Gry Przygodowe

Dyskusje ogólne, nie tylko na tematy związane z serialami TV ale też:
Kino, Muzyka, Film, Wydarzenia, Internet, Społeczność.. itp.
Awatar użytkownika
najphil
Wskaż do odpowiedzi
Expert
Expert
Posty: 2148
youtube Warszawa
Rejestracja: 24 czerwca 2009, 18:32
Lokalizacja: Faroes Island
Kontakt:

Gry Przygodowe

Post autor: najphil »

Gierki, ach te gierki...

Znowu pobawię się w starego dziada i postawię tezę, że kiedyś gry przygodowe to była prawdziwa jazda bez trzymanki, nie to co teraz. Oczywiście to tylko moje zdanie, ale rzucam kilka przykładów na udowodnienie swoich racji. To mój sposób na zainteresowanie was kilkoma zapomnianymi już tytułami, ale jak ktoś się uprze tu polemizować, to jestem do dyspozycji.

SANITARIUM

Mocno depresyjna gra, w której wszystkie elementy idealnie ze sobą korespondują, podkreślając niezwykle mroczny klimat tej historii. Rozgrywkę rozpoczynamy w zamkniętym szpitalu psychiatrycznym. Nie wiemy o sobie nic, nie pamiętamy nawet swojego imienia. Na głowie mamy bandaże ukrywające potwornie zmasakrowaną twarz - ponoć na skutek samookaleczenia. Czyż to nie cholernie frapujący punkt wyjścia? A im dalej w las, tym bardziej psychodelicznie. Dzieci o potwornie zdeformowanych ciałach, samobójcy, dziwaczne klauny i fabuła, która wciąga i powoduje, że gramy dalej nie dlatego, by zobaczyć nowy element gry czy nowy poziom, ale by w końcu odkryć prawdę o swojej postaci.

Obrazek

Gra wydana w 1998 roku. Wizualnie to majstersztyk grafiki prezentowanej w rzucie izometrycznym. Bez problemu odpala się na Win XP, więc szczerze zachęcam do spróbowania.

PHANTASMAGORIA

Obie części tej gry to już legenda. To w zasadzie nie tyle gra, co psychologiczny horror fabularny. W czasach, gdy na jednym CD mieściło się 10 gier, ta jedna zajmowała 5 płyt. Główny bohater z pewnymi problemami natury psychicznej staje się pewnego dnia celem dość okrutnej gry. Ktoś morduje ludzi w niezwykle brutalny sposób, pozostawiając na miejscu zbrodni dowody wskazujące na nas. Próbując odkryć prawdę, natkniemy się wiele dziwacznych postaci, duchów i demonów. Najbardziej niezwykły jest sposób rozgrywki, bo praktycznie oglądamy film z profesjonalnymi aktorami w trójwymiarowych lokacjach. Nasze wybory determinują, w którą stronę pójdzie fabuła.

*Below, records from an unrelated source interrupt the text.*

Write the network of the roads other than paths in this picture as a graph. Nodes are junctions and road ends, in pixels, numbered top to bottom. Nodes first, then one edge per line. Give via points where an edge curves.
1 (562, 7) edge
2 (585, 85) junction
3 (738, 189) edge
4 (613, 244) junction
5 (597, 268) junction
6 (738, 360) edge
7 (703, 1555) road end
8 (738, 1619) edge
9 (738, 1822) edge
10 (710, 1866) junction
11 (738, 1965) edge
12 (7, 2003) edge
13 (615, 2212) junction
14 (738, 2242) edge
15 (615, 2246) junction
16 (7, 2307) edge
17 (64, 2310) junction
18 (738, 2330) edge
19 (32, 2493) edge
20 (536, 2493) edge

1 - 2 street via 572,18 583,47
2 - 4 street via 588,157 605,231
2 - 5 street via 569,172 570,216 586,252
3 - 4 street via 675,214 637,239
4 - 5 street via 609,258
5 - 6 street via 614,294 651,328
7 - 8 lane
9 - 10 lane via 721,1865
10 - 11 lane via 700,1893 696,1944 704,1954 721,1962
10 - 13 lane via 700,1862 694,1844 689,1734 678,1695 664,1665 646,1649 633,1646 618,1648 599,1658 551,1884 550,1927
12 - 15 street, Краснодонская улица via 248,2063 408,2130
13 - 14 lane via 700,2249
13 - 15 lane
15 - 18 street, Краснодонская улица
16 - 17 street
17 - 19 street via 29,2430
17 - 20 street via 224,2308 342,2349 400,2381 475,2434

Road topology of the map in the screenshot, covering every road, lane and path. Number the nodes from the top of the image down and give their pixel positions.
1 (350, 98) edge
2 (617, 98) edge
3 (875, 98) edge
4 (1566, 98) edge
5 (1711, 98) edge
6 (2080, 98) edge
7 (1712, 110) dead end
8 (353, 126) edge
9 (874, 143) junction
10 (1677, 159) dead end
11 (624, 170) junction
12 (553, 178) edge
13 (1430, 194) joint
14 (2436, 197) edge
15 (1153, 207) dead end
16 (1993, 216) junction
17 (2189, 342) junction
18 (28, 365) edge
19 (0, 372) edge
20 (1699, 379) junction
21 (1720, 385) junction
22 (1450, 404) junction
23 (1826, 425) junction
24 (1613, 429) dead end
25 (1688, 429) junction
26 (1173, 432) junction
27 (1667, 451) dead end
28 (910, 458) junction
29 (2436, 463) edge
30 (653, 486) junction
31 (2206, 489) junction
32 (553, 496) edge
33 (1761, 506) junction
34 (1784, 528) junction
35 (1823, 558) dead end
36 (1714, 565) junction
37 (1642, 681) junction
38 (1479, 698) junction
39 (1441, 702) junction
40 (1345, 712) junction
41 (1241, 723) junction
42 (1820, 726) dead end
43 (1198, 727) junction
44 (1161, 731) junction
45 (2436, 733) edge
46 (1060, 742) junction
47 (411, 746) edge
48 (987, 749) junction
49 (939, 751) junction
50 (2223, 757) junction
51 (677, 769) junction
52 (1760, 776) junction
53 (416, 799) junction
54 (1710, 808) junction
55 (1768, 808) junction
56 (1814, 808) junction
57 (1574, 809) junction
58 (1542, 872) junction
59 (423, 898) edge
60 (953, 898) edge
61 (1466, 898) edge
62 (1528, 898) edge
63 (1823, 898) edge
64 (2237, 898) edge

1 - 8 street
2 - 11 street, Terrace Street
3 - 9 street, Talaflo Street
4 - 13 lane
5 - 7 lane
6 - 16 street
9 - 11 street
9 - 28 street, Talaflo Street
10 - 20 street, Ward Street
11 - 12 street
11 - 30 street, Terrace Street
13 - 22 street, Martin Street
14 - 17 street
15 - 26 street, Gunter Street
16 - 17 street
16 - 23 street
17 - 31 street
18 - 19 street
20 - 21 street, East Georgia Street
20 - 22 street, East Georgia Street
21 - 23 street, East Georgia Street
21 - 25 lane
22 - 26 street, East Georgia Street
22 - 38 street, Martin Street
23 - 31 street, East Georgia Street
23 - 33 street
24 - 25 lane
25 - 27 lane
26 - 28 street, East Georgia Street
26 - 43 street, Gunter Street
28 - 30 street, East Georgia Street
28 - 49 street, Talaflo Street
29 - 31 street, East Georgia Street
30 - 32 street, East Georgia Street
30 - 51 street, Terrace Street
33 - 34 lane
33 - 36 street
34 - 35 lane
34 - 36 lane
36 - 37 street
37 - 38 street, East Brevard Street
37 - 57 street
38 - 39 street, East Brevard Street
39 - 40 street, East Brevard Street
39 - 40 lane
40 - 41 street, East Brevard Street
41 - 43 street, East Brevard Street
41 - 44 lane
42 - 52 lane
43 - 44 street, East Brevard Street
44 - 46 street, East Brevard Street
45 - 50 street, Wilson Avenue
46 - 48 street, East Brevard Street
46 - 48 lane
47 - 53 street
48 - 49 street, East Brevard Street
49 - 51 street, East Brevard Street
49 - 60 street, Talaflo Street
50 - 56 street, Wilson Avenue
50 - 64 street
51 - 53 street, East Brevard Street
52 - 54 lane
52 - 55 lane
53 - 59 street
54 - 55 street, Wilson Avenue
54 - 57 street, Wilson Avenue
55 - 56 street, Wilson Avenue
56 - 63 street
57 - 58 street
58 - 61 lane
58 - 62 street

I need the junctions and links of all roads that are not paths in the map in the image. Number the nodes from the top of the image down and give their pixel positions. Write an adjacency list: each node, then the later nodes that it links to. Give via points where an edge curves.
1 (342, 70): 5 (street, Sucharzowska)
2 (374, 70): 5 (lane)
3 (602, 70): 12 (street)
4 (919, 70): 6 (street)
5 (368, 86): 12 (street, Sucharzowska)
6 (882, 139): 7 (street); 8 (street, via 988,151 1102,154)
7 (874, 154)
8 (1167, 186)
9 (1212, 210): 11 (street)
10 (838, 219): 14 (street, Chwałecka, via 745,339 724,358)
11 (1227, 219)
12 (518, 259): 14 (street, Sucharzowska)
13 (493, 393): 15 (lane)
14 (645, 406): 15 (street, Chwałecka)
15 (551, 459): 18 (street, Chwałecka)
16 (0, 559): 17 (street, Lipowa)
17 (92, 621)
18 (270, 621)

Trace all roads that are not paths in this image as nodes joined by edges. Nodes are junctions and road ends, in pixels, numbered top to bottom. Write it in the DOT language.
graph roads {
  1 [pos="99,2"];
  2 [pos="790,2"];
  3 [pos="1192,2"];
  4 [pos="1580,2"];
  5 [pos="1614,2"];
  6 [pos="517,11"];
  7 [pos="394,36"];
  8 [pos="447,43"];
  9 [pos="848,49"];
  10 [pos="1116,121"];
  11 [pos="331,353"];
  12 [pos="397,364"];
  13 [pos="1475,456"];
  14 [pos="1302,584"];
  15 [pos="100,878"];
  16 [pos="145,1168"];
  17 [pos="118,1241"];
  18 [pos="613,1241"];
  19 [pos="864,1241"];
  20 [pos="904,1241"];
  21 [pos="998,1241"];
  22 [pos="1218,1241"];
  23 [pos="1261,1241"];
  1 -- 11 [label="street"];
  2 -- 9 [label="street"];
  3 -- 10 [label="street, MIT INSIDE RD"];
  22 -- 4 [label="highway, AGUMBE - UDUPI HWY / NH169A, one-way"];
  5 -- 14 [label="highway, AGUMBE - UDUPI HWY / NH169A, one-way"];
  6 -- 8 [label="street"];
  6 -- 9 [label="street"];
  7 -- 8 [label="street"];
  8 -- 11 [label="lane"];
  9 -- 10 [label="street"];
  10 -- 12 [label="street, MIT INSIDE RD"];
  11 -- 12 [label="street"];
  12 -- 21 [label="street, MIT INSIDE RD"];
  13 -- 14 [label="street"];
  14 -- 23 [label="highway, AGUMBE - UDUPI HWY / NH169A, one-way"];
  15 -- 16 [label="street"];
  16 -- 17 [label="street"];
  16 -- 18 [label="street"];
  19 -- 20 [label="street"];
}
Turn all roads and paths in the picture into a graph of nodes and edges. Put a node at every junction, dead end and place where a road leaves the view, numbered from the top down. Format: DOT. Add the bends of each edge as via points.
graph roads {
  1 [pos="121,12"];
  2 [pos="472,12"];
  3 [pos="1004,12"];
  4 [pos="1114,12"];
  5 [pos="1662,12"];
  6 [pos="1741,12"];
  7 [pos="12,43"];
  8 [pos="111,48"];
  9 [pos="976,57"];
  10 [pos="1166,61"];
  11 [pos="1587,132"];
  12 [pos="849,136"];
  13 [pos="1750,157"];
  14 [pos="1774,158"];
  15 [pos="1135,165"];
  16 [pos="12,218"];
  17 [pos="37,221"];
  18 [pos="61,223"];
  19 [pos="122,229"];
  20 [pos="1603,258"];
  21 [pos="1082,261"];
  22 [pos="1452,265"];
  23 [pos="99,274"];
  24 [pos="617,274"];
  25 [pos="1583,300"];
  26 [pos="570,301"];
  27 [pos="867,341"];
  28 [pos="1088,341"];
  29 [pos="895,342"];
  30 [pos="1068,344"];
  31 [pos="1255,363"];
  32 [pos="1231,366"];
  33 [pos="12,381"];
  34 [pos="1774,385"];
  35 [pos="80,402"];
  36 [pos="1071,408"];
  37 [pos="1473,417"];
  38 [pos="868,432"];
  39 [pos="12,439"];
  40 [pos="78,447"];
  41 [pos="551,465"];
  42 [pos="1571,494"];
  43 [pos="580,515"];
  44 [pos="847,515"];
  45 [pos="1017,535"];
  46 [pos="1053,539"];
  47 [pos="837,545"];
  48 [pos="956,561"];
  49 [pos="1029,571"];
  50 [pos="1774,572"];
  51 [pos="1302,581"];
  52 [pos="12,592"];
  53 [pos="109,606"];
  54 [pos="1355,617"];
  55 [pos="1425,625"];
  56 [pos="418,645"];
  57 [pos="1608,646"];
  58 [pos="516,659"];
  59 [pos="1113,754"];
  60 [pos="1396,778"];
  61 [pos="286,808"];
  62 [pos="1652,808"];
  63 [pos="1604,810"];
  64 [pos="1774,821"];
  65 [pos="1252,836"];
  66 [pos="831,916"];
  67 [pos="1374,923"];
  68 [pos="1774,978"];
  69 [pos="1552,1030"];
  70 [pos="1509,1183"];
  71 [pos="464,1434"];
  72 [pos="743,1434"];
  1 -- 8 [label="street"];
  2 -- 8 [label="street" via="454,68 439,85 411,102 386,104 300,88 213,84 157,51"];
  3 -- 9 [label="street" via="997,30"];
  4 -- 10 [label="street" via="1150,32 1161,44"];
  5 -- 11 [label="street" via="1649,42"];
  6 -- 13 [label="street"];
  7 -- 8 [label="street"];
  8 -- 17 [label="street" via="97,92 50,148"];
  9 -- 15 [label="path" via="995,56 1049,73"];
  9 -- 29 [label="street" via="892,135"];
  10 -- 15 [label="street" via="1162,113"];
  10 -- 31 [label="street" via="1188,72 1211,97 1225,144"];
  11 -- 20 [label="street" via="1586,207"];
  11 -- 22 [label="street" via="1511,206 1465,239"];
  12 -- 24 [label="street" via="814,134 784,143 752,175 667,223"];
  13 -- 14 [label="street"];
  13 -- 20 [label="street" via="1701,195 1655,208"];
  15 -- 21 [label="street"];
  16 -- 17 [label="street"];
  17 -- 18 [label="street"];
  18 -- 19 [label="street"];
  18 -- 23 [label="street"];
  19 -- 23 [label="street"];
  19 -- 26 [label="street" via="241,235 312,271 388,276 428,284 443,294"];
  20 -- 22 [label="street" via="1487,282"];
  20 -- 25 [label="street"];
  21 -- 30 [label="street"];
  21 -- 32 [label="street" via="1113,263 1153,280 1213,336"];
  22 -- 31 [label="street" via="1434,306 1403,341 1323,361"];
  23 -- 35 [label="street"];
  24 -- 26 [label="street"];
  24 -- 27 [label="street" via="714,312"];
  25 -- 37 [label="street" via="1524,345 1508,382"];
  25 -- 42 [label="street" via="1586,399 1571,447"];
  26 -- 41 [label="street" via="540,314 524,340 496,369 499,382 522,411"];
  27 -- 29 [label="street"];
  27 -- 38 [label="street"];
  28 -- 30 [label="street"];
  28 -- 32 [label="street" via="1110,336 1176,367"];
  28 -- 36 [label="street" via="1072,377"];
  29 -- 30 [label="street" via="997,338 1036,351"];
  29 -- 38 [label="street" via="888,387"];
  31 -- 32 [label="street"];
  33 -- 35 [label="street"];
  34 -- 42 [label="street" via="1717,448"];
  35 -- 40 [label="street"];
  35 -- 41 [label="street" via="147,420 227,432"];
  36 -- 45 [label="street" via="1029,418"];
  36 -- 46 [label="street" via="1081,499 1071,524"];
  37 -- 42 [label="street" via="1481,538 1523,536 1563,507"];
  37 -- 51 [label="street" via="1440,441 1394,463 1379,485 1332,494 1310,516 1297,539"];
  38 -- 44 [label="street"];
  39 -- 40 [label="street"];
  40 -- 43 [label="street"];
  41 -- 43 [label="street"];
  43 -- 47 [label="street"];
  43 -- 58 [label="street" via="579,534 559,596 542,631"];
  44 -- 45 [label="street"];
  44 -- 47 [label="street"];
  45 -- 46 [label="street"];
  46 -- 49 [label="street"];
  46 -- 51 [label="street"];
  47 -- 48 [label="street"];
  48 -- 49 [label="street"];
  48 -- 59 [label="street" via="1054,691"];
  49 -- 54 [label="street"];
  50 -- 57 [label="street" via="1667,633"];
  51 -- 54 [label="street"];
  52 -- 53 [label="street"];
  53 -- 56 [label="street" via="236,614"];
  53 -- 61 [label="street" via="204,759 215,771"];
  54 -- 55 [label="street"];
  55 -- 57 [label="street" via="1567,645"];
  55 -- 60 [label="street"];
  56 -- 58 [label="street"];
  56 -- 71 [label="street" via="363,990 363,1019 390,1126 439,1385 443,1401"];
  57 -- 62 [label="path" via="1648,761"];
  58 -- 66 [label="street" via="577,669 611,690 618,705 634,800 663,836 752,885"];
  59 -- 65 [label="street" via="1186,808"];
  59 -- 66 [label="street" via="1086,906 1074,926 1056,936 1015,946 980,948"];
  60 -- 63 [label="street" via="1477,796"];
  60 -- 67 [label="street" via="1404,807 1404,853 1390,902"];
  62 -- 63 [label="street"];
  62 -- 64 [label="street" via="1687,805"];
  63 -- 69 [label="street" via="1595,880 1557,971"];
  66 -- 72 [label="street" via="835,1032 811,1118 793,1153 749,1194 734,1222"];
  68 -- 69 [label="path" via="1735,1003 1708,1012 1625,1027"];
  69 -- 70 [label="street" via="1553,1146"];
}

Oczywiście niefortunny wybór może zaowocować np. uwolnieniem demona.



Granie w to w nocy i przy zgaszonym świetle dawało niezłego kopa.

I HAVE NO MOUTH, AND I MUST SCREAM

Dopiero zacząłem przygodę z tą grą. Stało się to dzięki programowi ScummVM, który umożliwia odpalenie starych gier pisanych jeszcze na DOS-a. W przeciwieństwie do programu DosBox nie wymaga znajomości żadnych poleceń i nie ma problemów z dźwiękiem.

Fabuła: "Minął okres zimnej wojny, ale nie globalne zagrożenie. Jednak to nie człowiek był przyczyną najbardziej tragicznego w dziejach wydarzenia, a stworzone przez niego maszyny. Komputery trzech największych mocarstw ówczesnego świata - Rosji, Chin i Stanów Zjednoczonych - opanowały kontrolę nad zasobami nuklearnymi i doprowadziły do zagłady ludzkości. Licząca ponad sześć miliardów populacja została w ciągu kilku dni zmniejszona do pięciu osób. Główny komputer AM więzi ocalonych i pastwi się nad nimi. Tworzy wirtualne światy, w których każdy z nich musi stawić czoła swoim najgorszym obawom i słabościom".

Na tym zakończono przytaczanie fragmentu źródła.